PAIN AND FATIGUE QUESTIONS

Discussion in 'Fibromyalgia Main Forum' started by Annette2, May 8, 2003.

  1. Annette2

    Annette2 New Member

    It seems that when I'm in a lot of pain I also experience more fatigue. Does that happen to anyone here? I am in extreme pain in my hands, and since the pain started I'm also having more fatigue. It could be that I'm not sleeping well, but I'm not sure. I've been walking around like a zombie for the past 2 days. Does anyone else experience this? And if so, why would pain cause more fatigue?

    Annette2
  2. horsegal

    horsegal New Member

    My weak theory and experience is that pain takes a lot of energy. In short, it sucks the life right out of a person. When I have a lot of pain I feel very tired--just plain tired and tired of fighting the pain. Does this make sense? Does it ring any bells for anyone out there?
  3. Red1967

    Red1967 New Member

    I have to agree with horsegal, that pain sucks the life right out of us. It takes alot of energy to maintain high levels of pain. Personally, when my pain gets really bad, I keep trying to 'squirm away' from it, being restless, moving about to try to escape it. And that takes energy too. Along with all the concentration on trying NOT to hurt. My pain levels are definitely tied in with fatigue.
  4. mattnoti

    mattnoti New Member

    This sounds like an excellent theory to me!!!!!!!!!!!!
  5. layinglow

    layinglow New Member

    The BRAIN STEM is
    Deep in Brain, leads to spinal cord.
    Two of its many Functions:
    Affects level of alertness.
    Ability to sleep.

    With CFS/FMS Pain Messages are originating in our Central Nervous System---being transmitted down our spinal cords.
    Elevated Substance P--which is actually a marker for CNS injury is in spinal fluid.

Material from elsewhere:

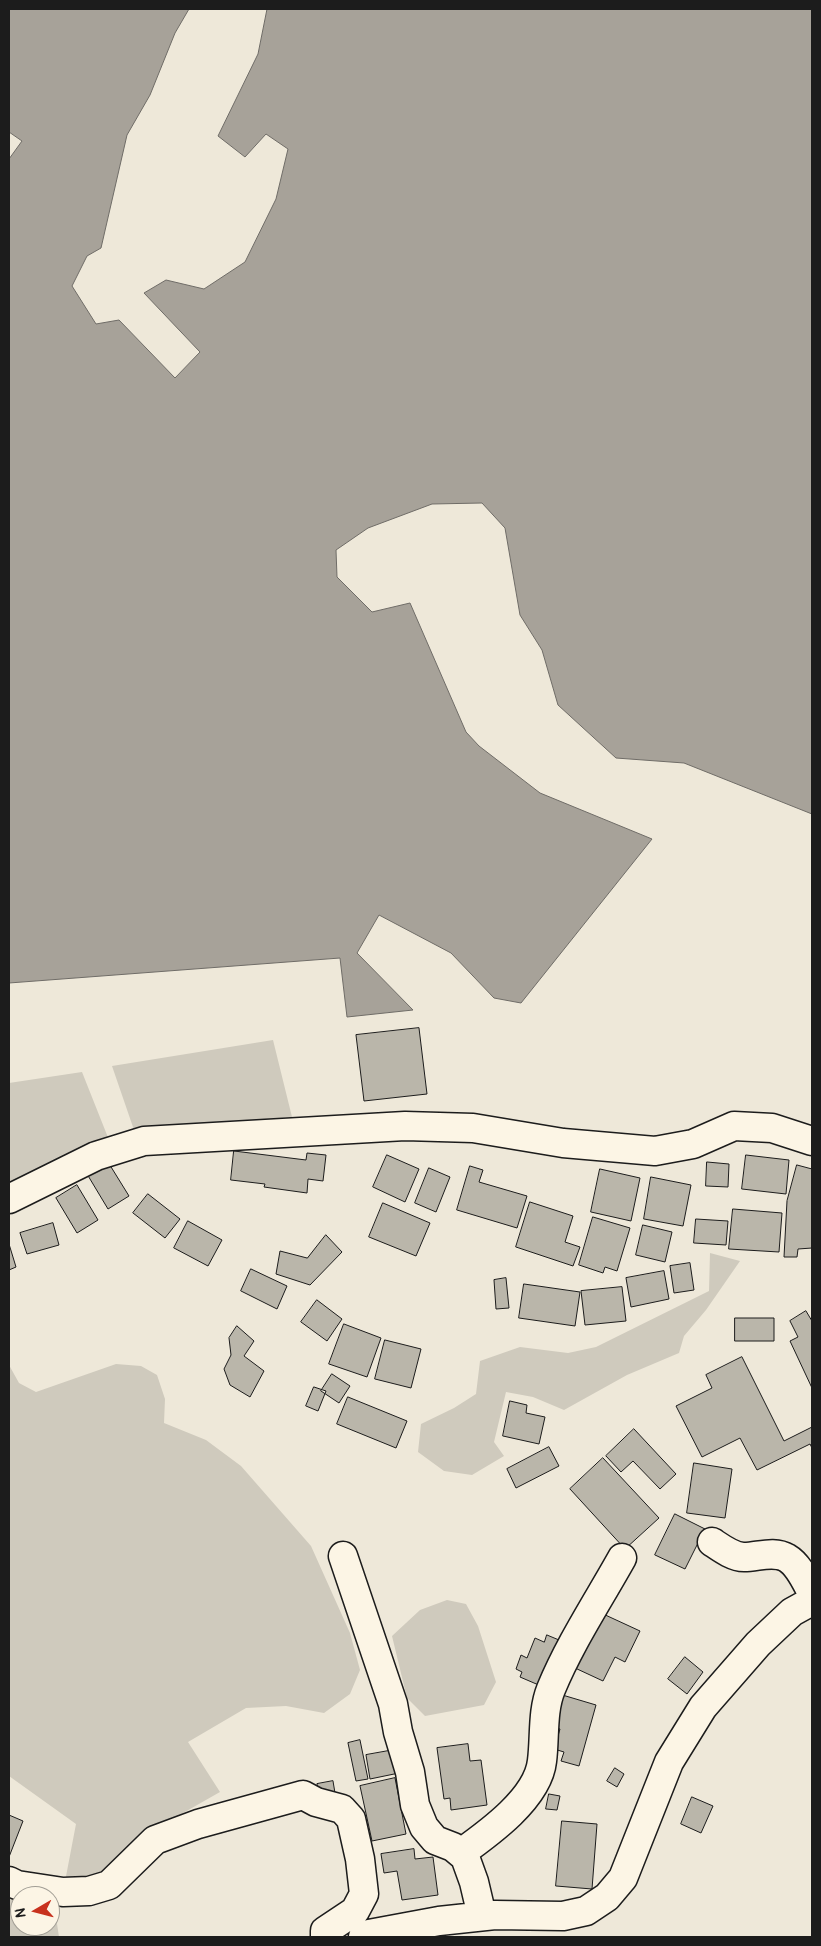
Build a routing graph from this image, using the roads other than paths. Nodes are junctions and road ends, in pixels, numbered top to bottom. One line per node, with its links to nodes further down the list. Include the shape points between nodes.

    Both the Fatigue you are experiencing, and the pain (with less sleep) is originating in the CNS (Central Nervous System)

    Betcha Spacee is using CNS depressants---to relieve the pain and fatigue. Hi ya Spacee :)


    IMHO--Layinglow
    [This Message was Edited on 05/10/2003]
  6. jka

    jka New Member

    i also have found the more i hurt the more tired i am.i have to take naps when i'm really hurting.and my brain doesn't work as well.i don't know why pain causes more fatigue.maybe we aren't sleeping as well.or maybe it means we're in a flare.wish i could help you more-sorry.

    kathy c
    [This Message was Edited on 05/10/2003]
  7. amaryllis

    amaryllis New Member

    For me, the pain sucks the life right out of me and causes awful fatigue. My body is so tired and drained from fighting the pain I am left with nothing at all. :-(

    ~A
  8. Shirl

    Shirl New Member

    I think we all experience this. When the pain is so bad, the brain and body seem to go into a protective mode. We just want to lay down, and don't move.

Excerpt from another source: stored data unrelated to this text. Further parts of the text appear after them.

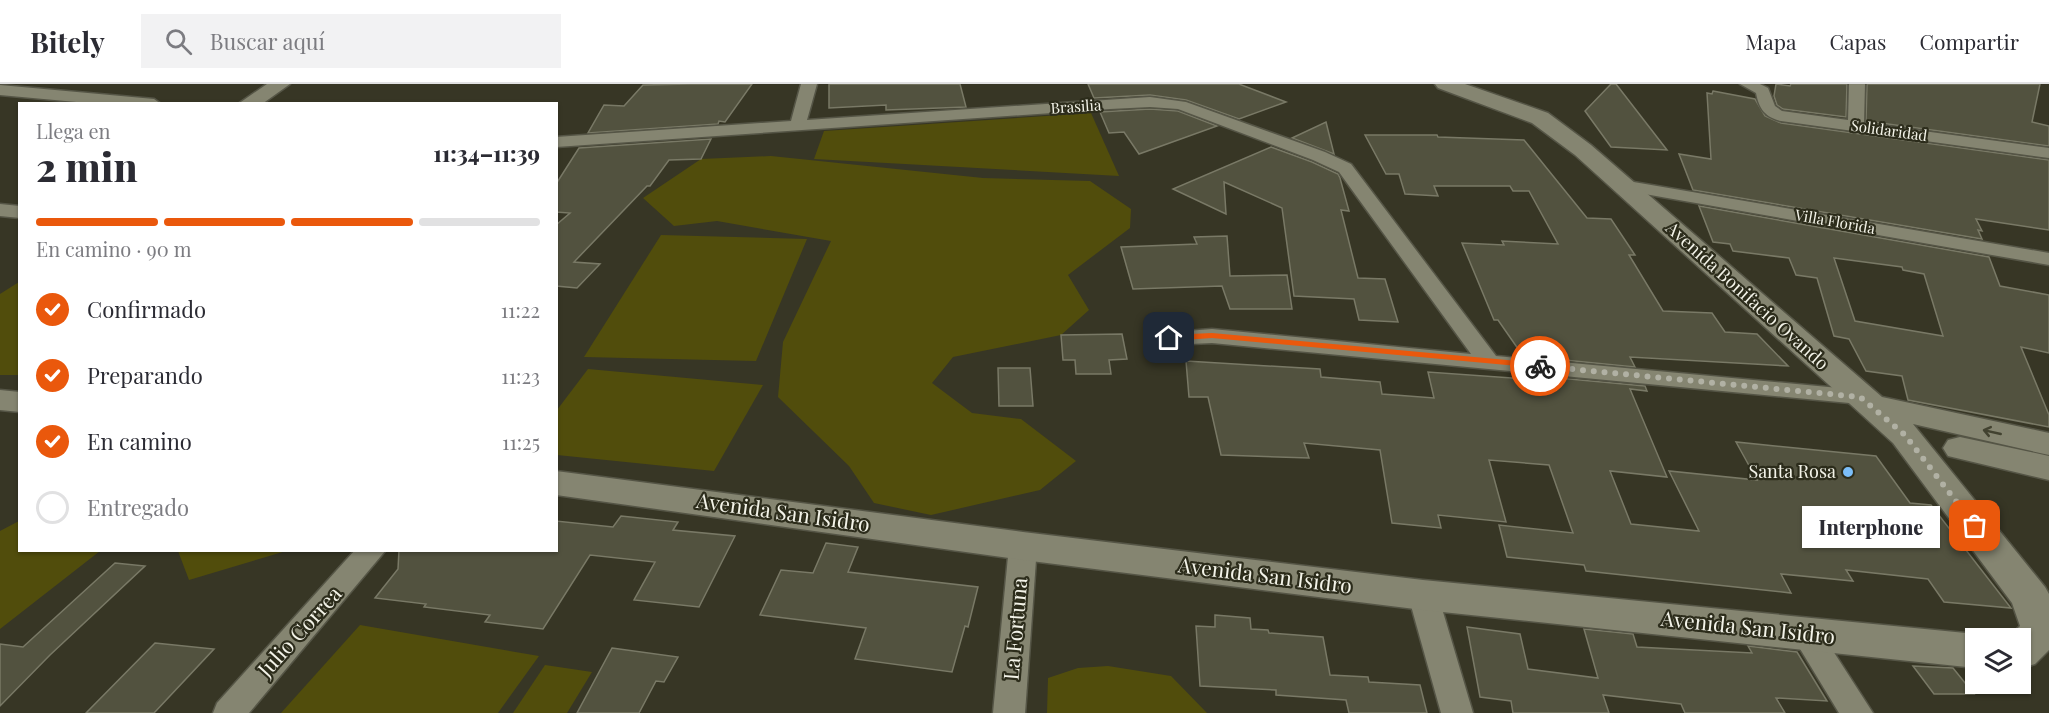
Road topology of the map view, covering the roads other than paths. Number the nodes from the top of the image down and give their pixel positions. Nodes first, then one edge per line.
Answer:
1 (48, 84) edge
2 (280, 84) edge
3 (809, 84) edge
4 (1445, 84) edge
5 (1748, 84) edge
6 (1857, 84) edge
7 (0, 90) edge
8 (32, 92) junction
9 (134, 102) edge
10 (251, 102) edge
11 (798, 124) junction
12 (1856, 127) junction
13 (558, 142) edge
14 (2049, 153) edge
15 (1622, 185) junction
16 (0, 210) edge
17 (18, 212) edge
18 (2049, 259) edge
19 (1169, 338) dead end
20 (1488, 361) junction
21 (0, 400) edge
22 (1866, 401) junction
23 (18, 402) edge
24 (1905, 435) junction
25 (2049, 444) edge
26 (2049, 468) edge
27 (558, 483) edge
28 (1023, 546) junction
29 (370, 552) edge
30 (1423, 595) junction
31 (1806, 634) junction
32 (2031, 641) edge
33 (1965, 650) edge
34 (228, 713) edge
35 (1009, 713) edge
36 (1457, 713) edge
37 (1857, 713) edge

1 - 8 street
2 - 10 street
3 - 11 street
4 - 15 main road, Avenida Bonifacio Ovando
5 - 12 street, Solidaridad
6 - 12 street
7 - 8 street
8 - 9 street
11 - 13 street, Brasilia
11 - 20 street, Brasilia
12 - 14 street, Solidaridad
15 - 18 street, Villa Florida
15 - 22 main road, Avenida Bonifacio Ovando
16 - 17 street
19 - 20 street
20 - 22 street
21 - 23 main road
22 - 24 main road, Avenida Bonifacio Ovando
25 -> 22 main road
24 - 26 main road
24 - 32 main road, Avenida Bonifacio Ovando
27 - 28 main road, Avenida San Isidro
28 - 30 main road, Avenida San Isidro
28 - 35 street, La Fortuna
29 - 34 street, Julio Correa
30 - 31 main road, Avenida San Isidro
30 - 36 street
31 - 33 main road, Avenida San Isidro
31 - 37 street

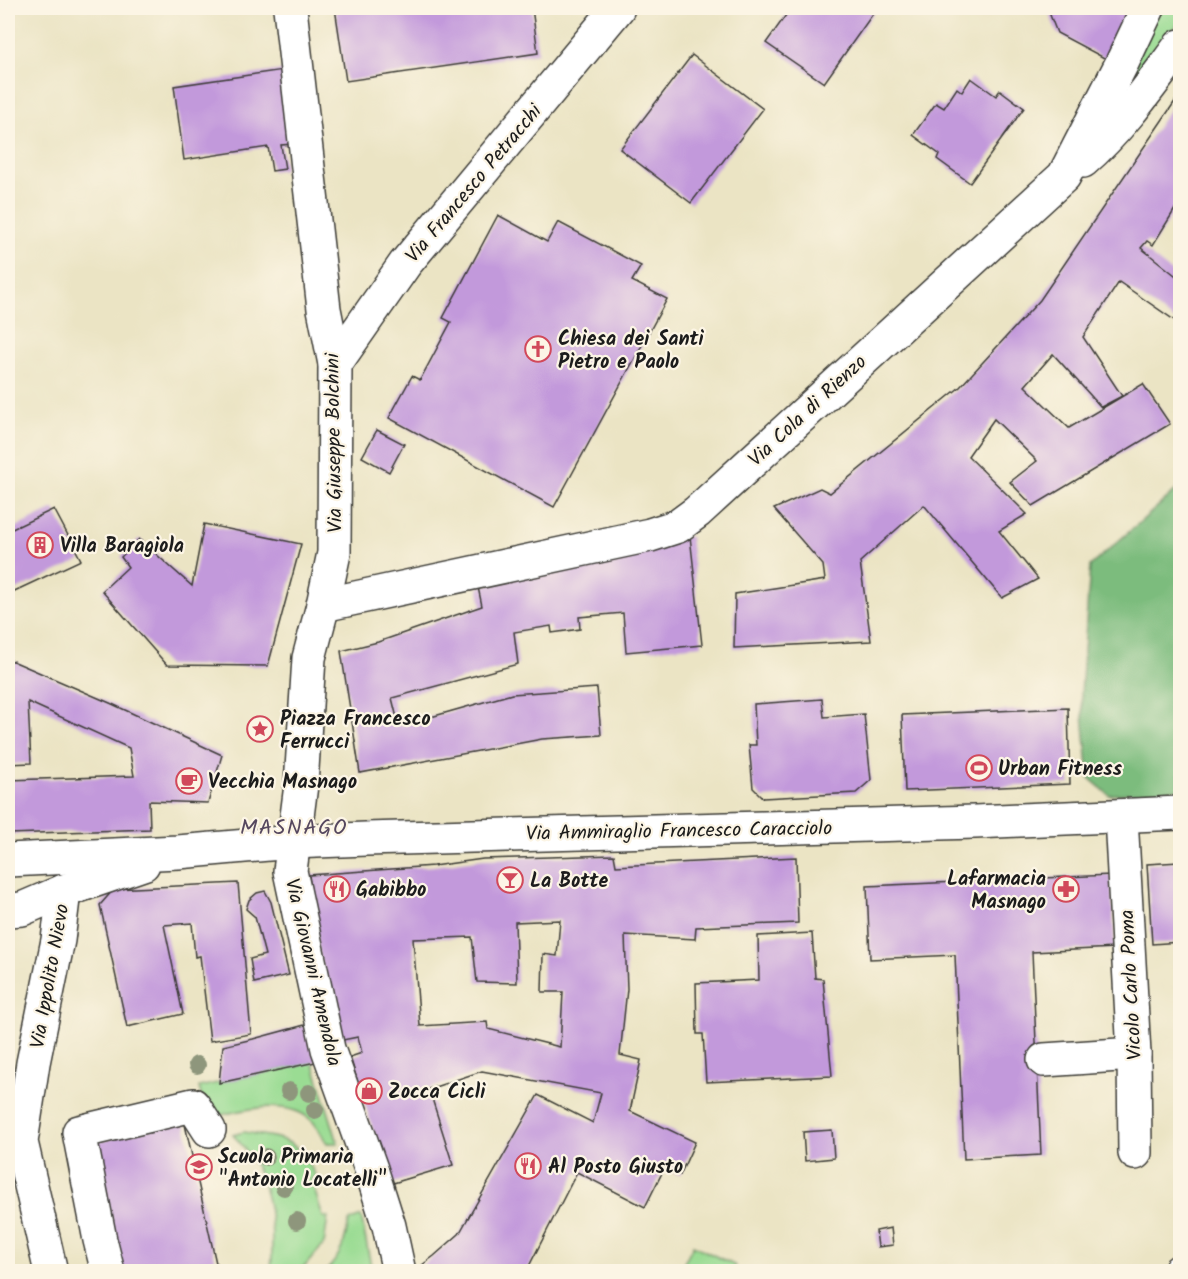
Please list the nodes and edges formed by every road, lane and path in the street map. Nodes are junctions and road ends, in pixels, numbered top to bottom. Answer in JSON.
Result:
{"nodes":[{"id":1,"x":290,"y":8,"type":"edge"},
{"id":2,"x":618,"y":8,"type":"edge"},
{"id":3,"x":1148,"y":8,"type":"edge"},
{"id":4,"x":1180,"y":46,"type":"edge"},
{"id":5,"x":1064,"y":176,"type":"junction"},
{"id":6,"x":335,"y":364,"type":"junction"},
{"id":7,"x":323,"y":605,"type":"junction"},
{"id":8,"x":1180,"y":813,"type":"edge"},
{"id":9,"x":1120,"y":817,"type":"junction"},
{"id":10,"x":292,"y":842,"type":"junction"},
{"id":11,"x":178,"y":852,"type":"junction"},
{"id":12,"x":8,"y":860,"type":"edge"},
{"id":13,"x":64,"y":891,"type":"junction"},
{"id":14,"x":8,"y":909,"type":"edge"},
{"id":15,"x":1134,"y":1054,"type":"junction"},
{"id":16,"x":1044,"y":1060,"type":"dead end"},
{"id":17,"x":209,"y":1130,"type":"dead end"},
{"id":18,"x":1135,"y":1153,"type":"dead end"},
{"id":19,"x":51,"y":1272,"type":"edge"},
{"id":20,"x":108,"y":1272,"type":"edge"},
{"id":21,"x":399,"y":1272,"type":"edge"}],
"edges":[{"from":1,"to":6,"type":"street","name":"Via Giuseppe Bolchini"},
{"from":2,"to":6,"type":"street","name":"Via Francesco Petracchi"},
{"from":3,"to":5,"type":"street","name":"Via Cola di Rienzo"},
{"from":4,"to":5,"type":"street"},
{"from":5,"to":7,"type":"street","name":"Via Cola di Rienzo"},
{"from":6,"to":7,"type":"street","name":"Via Giuseppe Bolchini"},
{"from":7,"to":10,"type":"street","name":"Via Giuseppe Bolchini"},
{"from":8,"to":9,"type":"street","name":"Via Ammiraglio Francesco Caracciolo"},
{"from":9,"to":10,"type":"street","name":"Via Ammiraglio Francesco Caracciolo"},
{"from":9,"to":15,"type":"street","name":"Vicolo Carlo Poma"},
{"from":10,"to":11,"type":"street","name":"Via Ammiraglio Francesco Caracciolo"},
{"from":10,"to":21,"type":"street","name":"Via Giovanni Amendola"},
{"from":11,"to":12,"type":"street","name":"Via Ammiraglio Francesco Caracciolo"},
{"from":11,"to":13,"type":"street","name":"Via Ammiraglio Francesco Caracciolo"},
{"from":13,"to":14,"type":"street","name":"Via Ammiraglio Francesco Caracciolo"},
{"from":13,"to":19,"type":"street","name":"Via Ippolito Nievo"},
{"from":15,"to":16,"type":"street"},
{"from":15,"to":18,"type":"street","name":"Vicolo Carlo Poma"},
{"from":17,"to":20,"type":"street"}]}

    Sometimes I get fatigue without the pain, thats when it really aggravates me, I could be doing things since I am not in so much pain, but am too tired to give any though to anything but getting in bed!

    I sure hope you are feeling better soon, this is one draining illness.

    Shalom, Shirl
  9. barbarann

    barbarann New Member

    I think fatigue and pain go together. What I hate is when people tell you if you would just move around more you wouldn't be so tired. I always want to say what a wonderful idea, I never thought of that. But I bite my tongue. Barbarann
  10. bakron

    bakron New Member

    Here is how my doctor explained the pain and fatigue “cycle” to me:

    Pain starts the cycle. Example: Pain ---- problems sleeping --- accentuating the pain --- accentuating the problem with sleep.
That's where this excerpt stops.